The Organisation for Economic Co-operation and Development (OECD) yesterday urged Australia to extend its mining profits tax and save the spoils, warning that reliance on the China-linked resources boom posed “important risks” to its growth.
The OECD said Australia had rebounded powerfully from the global slump and described its prospects as “among the strongest in the OECD” due to the bullish mining sector.
However, the OECD said the government must ensure it was not too dependent on fluctuating commodity prices linked to fast--growing China and India and urged it to beef up its proposed 30 percent tax on coal and iron ore profits.
“The potential gains of the MRRT [Mineral Resource Rent Tax] may be reduced by some of its characteristics,” the OECD said in an economic survey published yesterday. “The proposed tax is set at a relatively low level and ... the efficiency gains of the new tax will be mitigated by its coverage of only larger firms and certain sectors.”
In its current form, the so-called “super tax” was likely to distort investment incentives because it only applied to iron ore and coal, with a “particularly large” deterrent effect for marginal projects, the OECD said.
“A well designed resource rent tax extended to all commodities and all companies irrespective of their size would be desirable,” it said, also urging the elimination of state royalties to simplify and level the tax system.
The super tax — originally with a headline rate of 40 percent — was watered down in July after a major outcry from mining giants, including BHP Billiton and Rio Tinto, prompted a coup against then-Australian prime minister Kevin Rudd.

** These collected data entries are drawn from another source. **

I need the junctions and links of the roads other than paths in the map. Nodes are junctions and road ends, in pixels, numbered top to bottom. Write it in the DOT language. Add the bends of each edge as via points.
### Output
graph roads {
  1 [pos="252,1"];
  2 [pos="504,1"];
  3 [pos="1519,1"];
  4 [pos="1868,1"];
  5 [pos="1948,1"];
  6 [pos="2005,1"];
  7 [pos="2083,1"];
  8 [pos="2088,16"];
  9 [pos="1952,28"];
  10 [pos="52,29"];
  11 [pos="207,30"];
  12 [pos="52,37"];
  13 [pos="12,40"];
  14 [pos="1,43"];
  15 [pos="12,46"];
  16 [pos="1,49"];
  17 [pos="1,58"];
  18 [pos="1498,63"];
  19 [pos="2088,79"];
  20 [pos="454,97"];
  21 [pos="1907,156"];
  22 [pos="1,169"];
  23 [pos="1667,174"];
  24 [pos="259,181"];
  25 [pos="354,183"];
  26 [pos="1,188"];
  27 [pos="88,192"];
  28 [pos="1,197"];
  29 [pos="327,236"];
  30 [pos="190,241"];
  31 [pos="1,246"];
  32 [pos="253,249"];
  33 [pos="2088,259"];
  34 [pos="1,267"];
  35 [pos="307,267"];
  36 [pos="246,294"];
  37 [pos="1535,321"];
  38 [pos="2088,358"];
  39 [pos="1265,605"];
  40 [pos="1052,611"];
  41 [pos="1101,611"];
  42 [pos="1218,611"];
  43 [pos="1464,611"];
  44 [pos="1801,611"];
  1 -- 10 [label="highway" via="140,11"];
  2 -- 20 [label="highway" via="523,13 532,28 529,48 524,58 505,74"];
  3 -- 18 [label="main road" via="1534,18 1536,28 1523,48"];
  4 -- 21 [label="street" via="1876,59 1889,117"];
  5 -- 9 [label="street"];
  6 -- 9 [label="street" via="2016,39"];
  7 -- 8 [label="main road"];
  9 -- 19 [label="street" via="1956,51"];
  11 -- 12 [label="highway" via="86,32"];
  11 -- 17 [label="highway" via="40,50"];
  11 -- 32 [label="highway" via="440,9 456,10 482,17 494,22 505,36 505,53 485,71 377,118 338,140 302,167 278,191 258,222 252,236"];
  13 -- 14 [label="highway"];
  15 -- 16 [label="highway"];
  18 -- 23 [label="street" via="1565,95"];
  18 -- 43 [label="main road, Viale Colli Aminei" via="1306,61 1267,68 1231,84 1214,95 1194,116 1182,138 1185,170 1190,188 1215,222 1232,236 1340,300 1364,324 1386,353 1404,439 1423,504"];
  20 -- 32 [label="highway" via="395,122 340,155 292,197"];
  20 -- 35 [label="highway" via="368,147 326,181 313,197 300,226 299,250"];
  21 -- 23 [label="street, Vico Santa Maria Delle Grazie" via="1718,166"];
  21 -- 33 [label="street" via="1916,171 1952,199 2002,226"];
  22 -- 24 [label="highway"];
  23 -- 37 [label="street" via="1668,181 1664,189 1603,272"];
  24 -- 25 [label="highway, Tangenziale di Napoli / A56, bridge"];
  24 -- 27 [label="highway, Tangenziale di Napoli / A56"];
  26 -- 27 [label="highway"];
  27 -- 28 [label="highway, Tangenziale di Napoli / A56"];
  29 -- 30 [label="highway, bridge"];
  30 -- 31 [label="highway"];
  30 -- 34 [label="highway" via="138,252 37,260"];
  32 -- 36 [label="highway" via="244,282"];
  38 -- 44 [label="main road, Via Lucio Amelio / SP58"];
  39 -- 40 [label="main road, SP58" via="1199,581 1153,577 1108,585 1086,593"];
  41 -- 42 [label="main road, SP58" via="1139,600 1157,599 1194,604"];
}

His successor, Australian Prime Minister Julia Gillard, backed down on miners’ demands that the tax be slashed to 30 percent and only apply to the coal and iron ore industries.
However, the future of the tax is now uncertain, with Gillard failing to win a majority in August polls, leaving her reliant on a handful of independent members of parliament who oppose the plan in its current form or reject it altogether.
The Paris-based OECD said “weaker growth in China and further financial turmoil” posed downside risks to Australia’s economy and called for mining tax earnings to be saved rather than spent to shield against future downturns.
Reforms are vital to boost housing supply and meet labor and infrastructure shortages while managing inflation as the country rides a resources rush which has “hidden a decline in productivity growth,” it added.
Australian Treasurer Wayne Swan said the OECD report card was a “strong endorsement” of the government’s fiscal management and bolstered its resolve to broaden Australia’s economy.
“Building economic capacity is at the core of the government’s economic plan and we will continue to make the necessary investments to achieve sustainable growth and job creation into the future,” he said.
Official mid-year forecasts released two weeks ago showed Australia was on track for 3.25 percent growth this year and a return to budget surplus by 2012-2013, with unemployment to drop to 4.5 percent, from 5.4 percent currently.
The OECD flagged GDP growth of 3.3 percent for this year, 3.6 percent for next year and 4 percent for 2012 — roughly in line with government forecasts.